Whole-Genome Doubling as a source of cancer: how, when, where, and why?

Abstract

Chromosome instability is a well-known hallmark of cancer, leading to increased genetic plasticity of tumoral cells, which favors cancer aggressiveness, and poor prognosis. One of the main sources of chromosomal instability are events that lead to a Whole-Genome Duplication (WGD) and the subsequently generated cell polyploidy. In recent years, several studies showed that WGD occurs at the early stages of cell transformation, which allows cells to later become aneuploid, thus leading to cancer progression. On the other hand, other studies convey that polyploidy plays a tumor suppressor role, by inducing cell cycle arrest, cell senescence, apoptosis, and even prompting cell differentiation, depending on the tissue cell type. There is still a gap in understanding how cells that underwent WGD can overcome the deleterious effect on cell fitness and evolve to become tumoral. Some laboratories in the chromosomal instability field recently explored this paradox, finding biomarkers that modulate polyploid cells to become oncogenic. This review brings a historical view of how WGD and polyploidy impact cell fitness and cancer progression, and bring together the last studies that describe the genes helping cells to adapt to polyploidy.

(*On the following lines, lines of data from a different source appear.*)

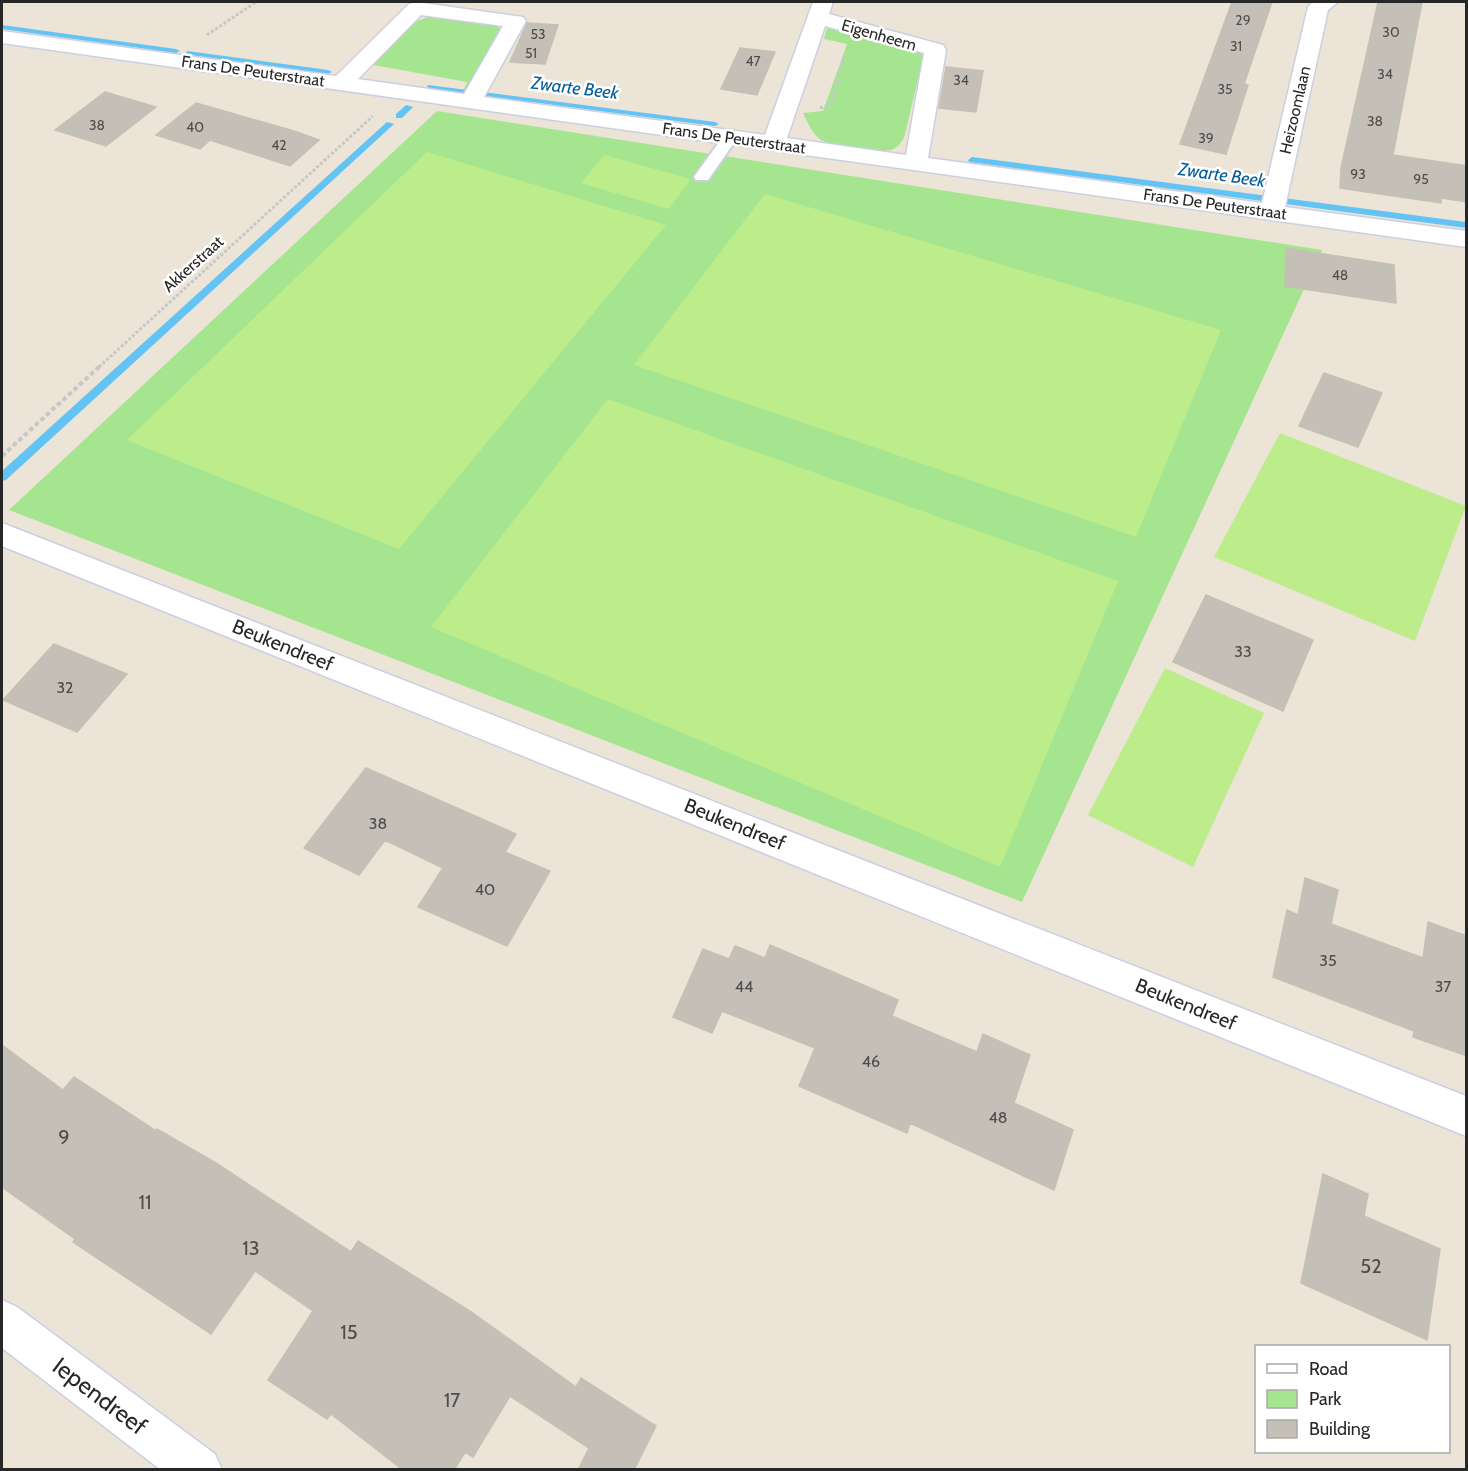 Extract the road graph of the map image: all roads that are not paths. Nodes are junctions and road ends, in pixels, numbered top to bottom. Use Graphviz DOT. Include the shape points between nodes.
graph roads {
  1 [pos="1320,3"];
  2 [pos="820,10"];
  3 [pos="2,37"];
  4 [pos="342,83"];
  5 [pos="470,102"];
  6 [pos="730,137"];
  7 [pos="774,143"];
  8 [pos="916,163"];
  9 [pos="702,177"];
  10 [pos="1272,212"];
  11 [pos="1467,239"];
  12 [pos="2,534"];
  13 [pos="1467,1116"];
  14 [pos="2,1322"];
  15 [pos="199,1470"];
  1 -- 10 [label="street, Heizoomlaan"];
  2 -- 7 [label="street, Eigenheem"];
  2 -- 8 [label="street, Eigenheem" via="935,50"];
  3 -- 4 [label="street, Frans De Peuterstraat"];
  4 -- 5 [label="street, Frans De Peuterstraat"];
  4 -- 5 [label="street" via="416,8 516,21"];
  5 -- 6 [label="street, Frans De Peuterstraat"];
  6 -- 7 [label="street, Frans De Peuterstraat"];
  6 -- 9 [label="lane"];
  7 -- 8 [label="street, Frans De Peuterstraat"];
  8 -- 10 [label="street, Frans De Peuterstraat"];
  10 -- 11 [label="street, Frans De Peuterstraat"];
  12 -- 13 [label="street, Beukendreef"];
  14 -- 15 [label="street, Iependreef"];
} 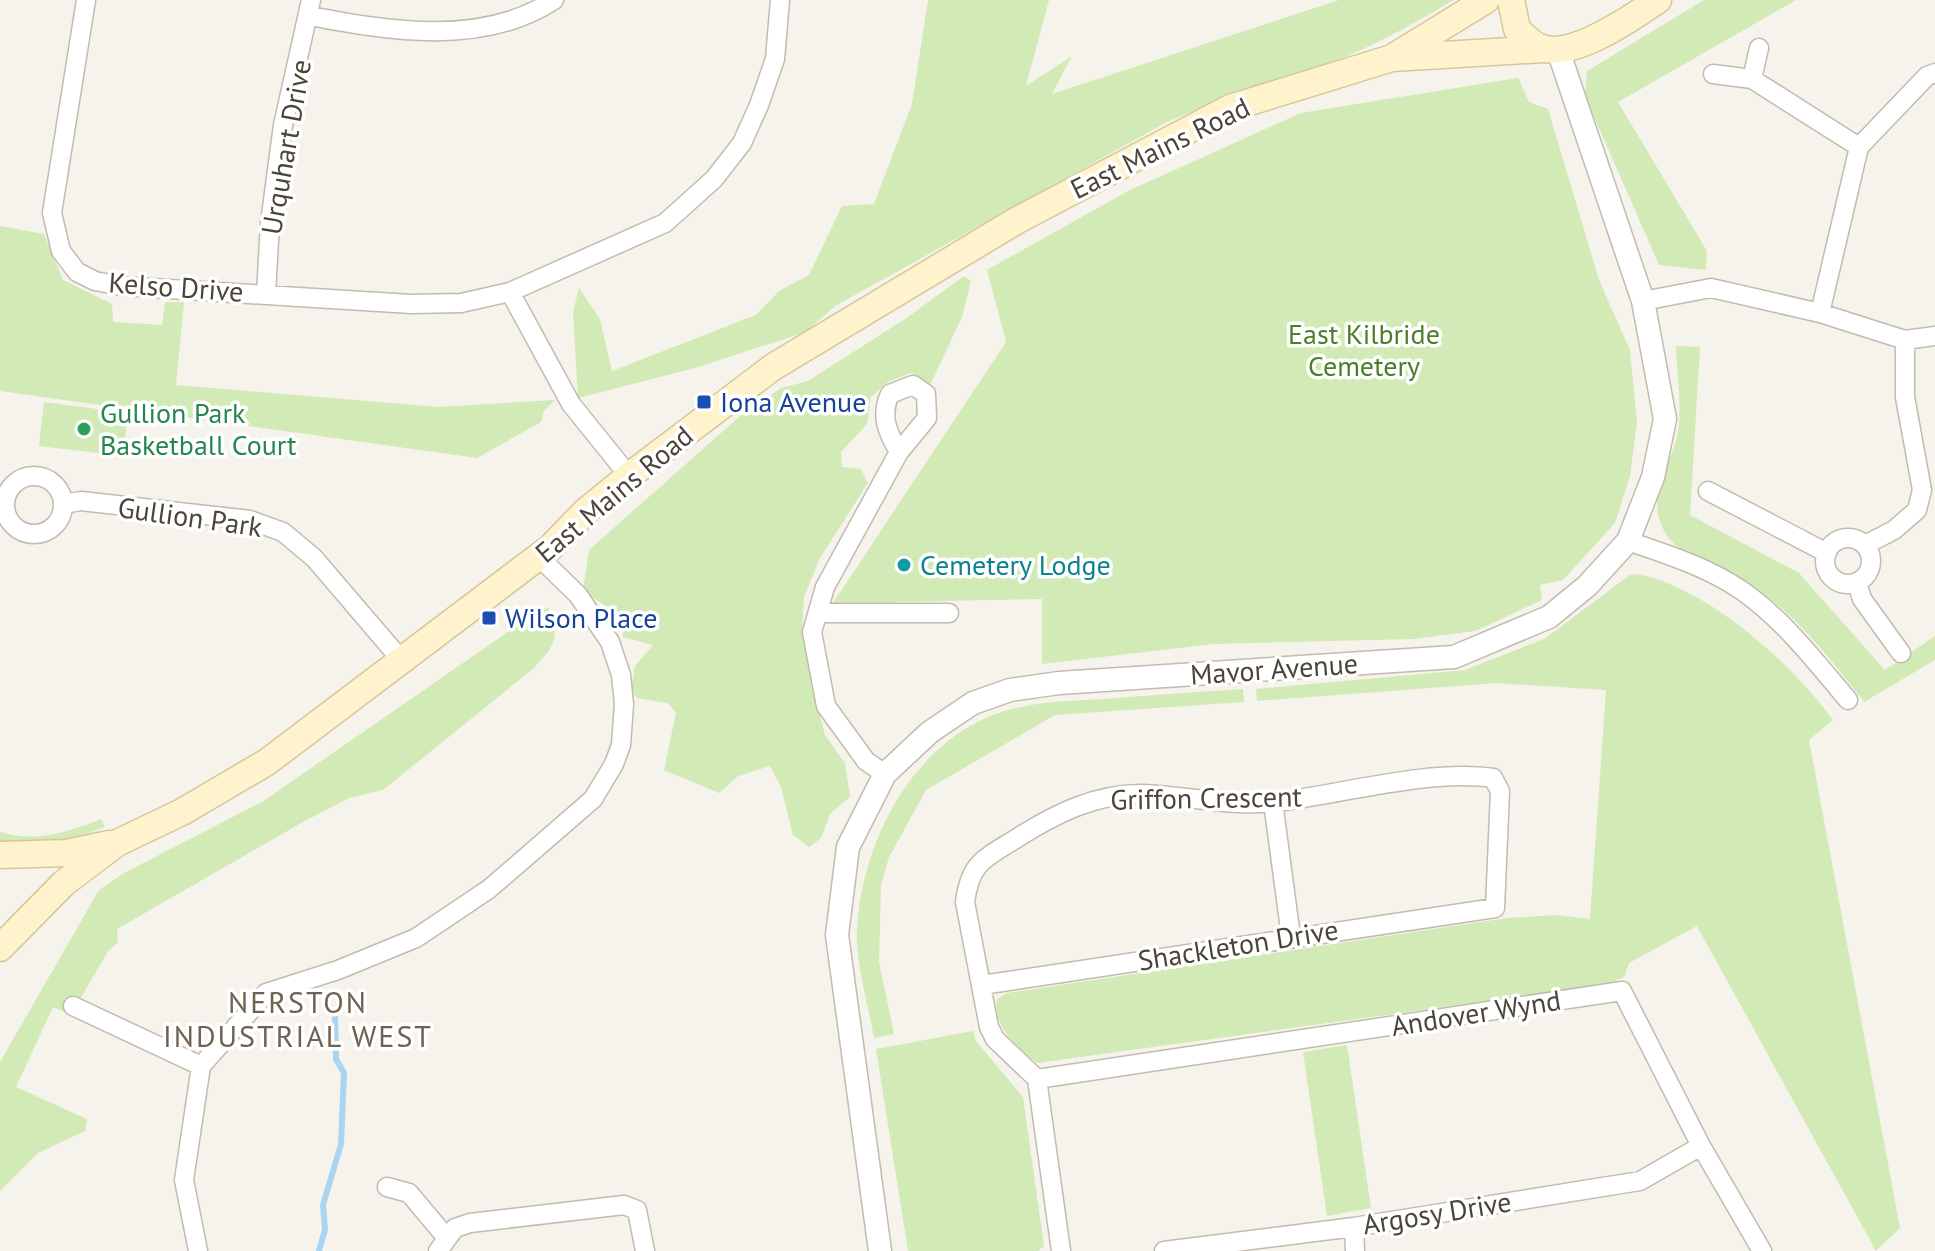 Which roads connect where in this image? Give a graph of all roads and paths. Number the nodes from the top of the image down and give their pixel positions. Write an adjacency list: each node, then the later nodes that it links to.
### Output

Keywords: aneuploidy; chromosomal instability; endoreduplication; mitotic slippage; oncogene; polyploidy; whole-genome doubling.

FIGURE 1

Whole-Genome Doubling: How, and Where. WGD has been described in multiple cell types such as trophoblasts, megakaryocytes, cardiomyocytes, or hepatocytes. The molecular mechanisms leading to WGD are multiple and mainly differ in the specific cell cycle phase from which they arise. Endoreduplication occurs when cells skip entry into mitosis from G2. Mitotic slippage or endomitosis occurs when the cell arrests in mitosis due to activation of the mitotic spindle assembly checkpoint (SAC) and eventually slip mitosis without segregating the genetic material. Cytokinesis failure occurs when cells are unable to properly form the contractile ring at the mitotic midbody and fail to divide. Each event is triggered by different molecular stimuli (examples in orange) and is specific for different cell types and tissues (purple squares). Cartoons were generated using Servier Medical Art, provided by Servier, licensed under a Creative Commons Attribution 3.0 unported license.

FIGURE 2

The effect of WGD on tumor prognosis is cancer-type dependent. Different tumor cohorts were examined to show examples of cancer types where WGD provides poor prognosis (A–C) (BRCA, Breast invasive Carcinoma; KIRC, Kidney renal clear cell carcinoma; UCEC, Uterine Corpus Endometrial Carcinoma); or favorable prognosis (D) (BLCA, Bladder Urothelial Carcinoma), as shown by disease-free specific survival (DSS) in Kaplan-Meier analysis. Data from primary tumor samples were extracted from the TCGA Pan-Cancer Atlas (Weinstein et al., 2013). Ploidy values were obtained from the ABSOLUTE mastercalls file (Carter et al., 2012). WGD groups (WGD- and WGD+) were calculated with the ploidy value and a membership probability estimated by bootstrap (ASURI, R package under preparation (Bueno-Fortes et al., 2023)). Samples with a membership probability greater than 0.8 were considered for the analysis. Kaplan–Meier plots with a fitted Cox model (Therneau, 2023) for the two groups were represented with the Disease Specific Survival (DSS) information of each patient.

FIGURE 3

WGD as a source of aneuploidy and CIN: Diploid cells (2N—where ‘N' denotes the number of chromosomes) can slip cell division, during the S/G2 or mitosis phases, leading to a WGD event and a tetraploid state (4N). Tetraploid cells arrest in the next G1 phase due to the activation of a tetraploid checkpoint eventually triggering a non-proliferative state (senescence, terminal differentiation). When 4N cells re-enter the second cell cycle and replicate the DNA (8N), will be exposed to replication stress and chromosome missegregation alterations (DNA damage by red stars, centrosomes by black ovals). Adaptation to these alterations will generate aneuploidy (4N + n, 4N-n, where “n” refers to the number of missegregated chromosomes) and further chromosomal instability (CIN). The Figure was partly generated using Servier Medical Art, provided by Servier, licensed under a Creative Commons Attribution 3.0 unported license.

FIGURE 4

Genetic determinants balancing WGD towards oncogene or tumor suppressor fate. HIPPO signaling, cell cycle genes like PLK1, or DNA damage-related genes such as TP53, USP28, or SPINT2 play as tumor suppressors in a WGD context. On the other hand, increased YAP transcription activity, and overexpression of Cyclin E, Aurora kinase A (AurKA), GINS1, CDC45 or KIF18A leads to oncogenic progression in WGD cells.